Dec 042013

By Naomi Hatch
The Second Knolls Development Regional Study focused on an approximate 100-square mile area located northwest of Snowflake. A grant was received for a transportation study for the area, and last month Michael Gorton, senior transportation planner for HDR Engineering, and representatives from the Arizona Department of Transportation held an outreach session on it.
Gorton attended a work session with members of the Snowflake Town Council prior to the Nov. 19 council meeting to update them on the study that brought together public and private stakeholders from the Arizona Commerce Authority, the Arizona State Land Department, Aztec Land & Cattle Company, Bureau of Land Management, Pigs for Farmer John, Real AZ Development Council, Rocking Chair Ranch, Inc. and the Snowflake-Taylor Economic Development Committee to come up with a transportation vision for the area.
ADOT oversaw the study with a technical advisory committee that included representatives from the towns of Snowflake and Taylor, Navajo County and the Northern Arizona Council of Governments.
Efforts focused on opportunities that would take advantage of the region’s assets and development that support transportation, such as the Apache Railway, the Interstate 40 corridor, the Taylor Airport and White Mountain Connect, and was geared toward bringing industry that would provide jobs into the community.
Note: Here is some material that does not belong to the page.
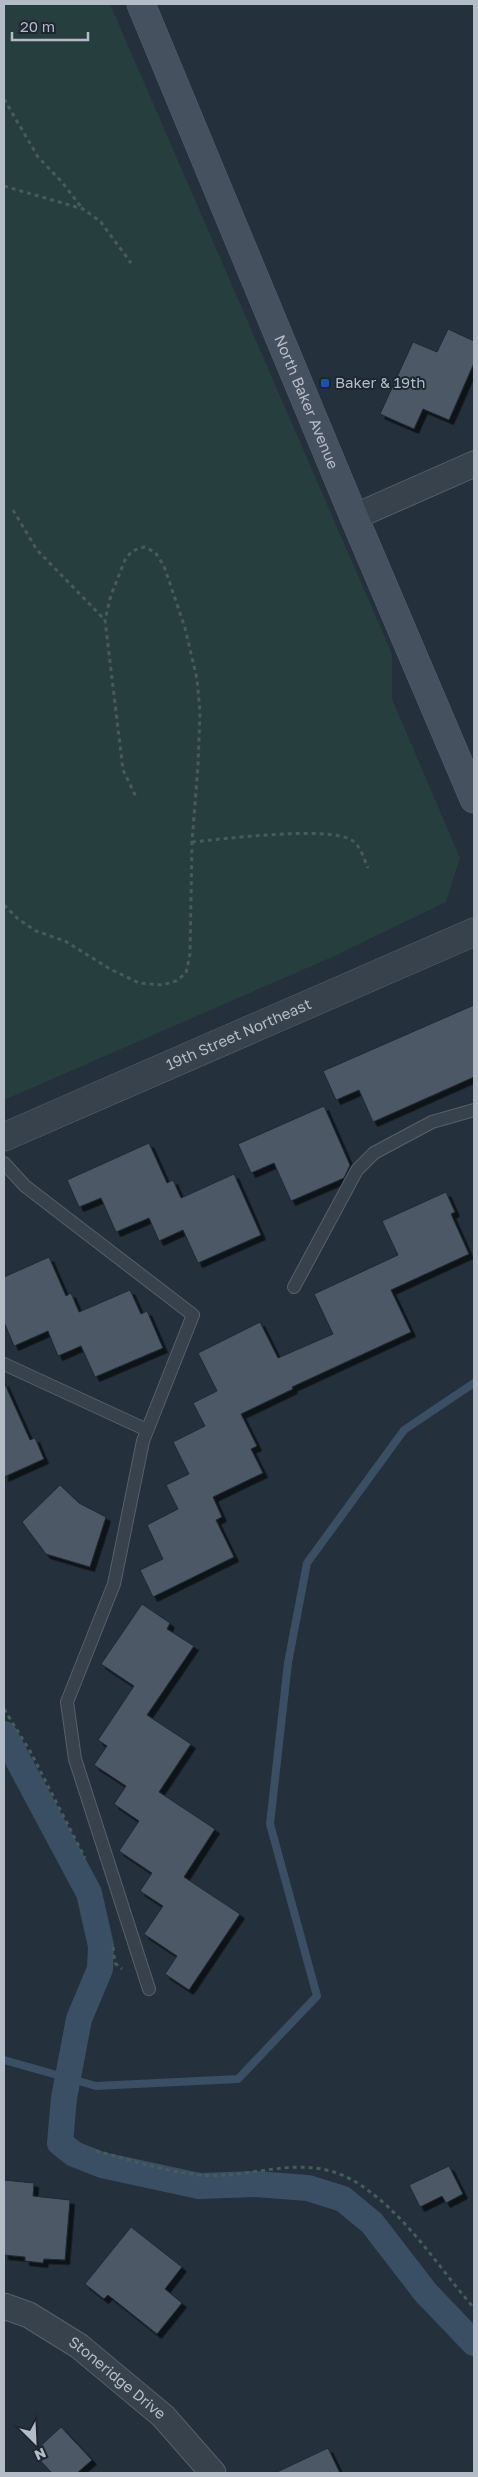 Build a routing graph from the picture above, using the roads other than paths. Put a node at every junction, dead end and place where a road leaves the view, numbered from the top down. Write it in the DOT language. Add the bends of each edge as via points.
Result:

Gorton explained that when this process began it was a different time, but the loss of the Catalyst paper mill really changed the planning, which moved more toward how the original assets could be leveraged.
Some of the assets are few congestion or safety problems, and plenty of capacity to support long-term growth without any improvement.
Previous plans were included in the transportation framework to reflect the Aztec area plan, the bypass alternative and Snowflake-Taylor Multi-Jurisdictional Transportation Plan, and they coordinated with Taylor and Snowflake officials.
They reviewed case studies that would be similar to what is in the Second Knolls area, and developed comparisons for an industrial cluster, inland ports, forest products and a transload facility.
Second Knolls does not have direct access to large metropolitan markets since the Phoenix area is approximately 180 miles away, but attributes are the availability and price of open land, connections with major transportation networks, availability of public roads and utilities, understanding of community assets and liabilities, public-private partnerships, supportive zoning and land development regulations, interagency coordination and involvement, strong local leadership and a skilled labor force.
Inland ports were studied, but Gorton said, “There’s a lot that has to happen. The biggest is the market proximity.” He said he felt that inland ports may not be the best thing for this area.
“You are strong in forest properties,” said Gorton, noting Second Knolls’ attributes for forest products are a reliable supply of forest products, an existing mill site for redevelopment, state highway access, interstate highway access and shortline connection to a Class I railroad.
“There were a lot of examples where paper mills closed,” he continued. “This would be worth putting more effort in, at least according to case study.”
Gorton explained transload facility as a warehousing facility that provides transportation between truck and rail, and he felt that this had the best success stories for assets in the Second Knolls area.
It was recommended by a resident attending the public open house that call centers or data centers be researched. Representatives of the study said they would do some research on getting the trunks from Holbrook to Second Knolls, and that they would incorporate this into the final report.
Gorton said that HDR Engineering will provide a marketing brochure to showcase the area, which can be used as a lead-along.
When asked by a citizen why they were doing the plan since the paper mill is no longer there, Gorton replied, “The plan will show that the community is really serious about planning. The next step would be going into a corridor study.”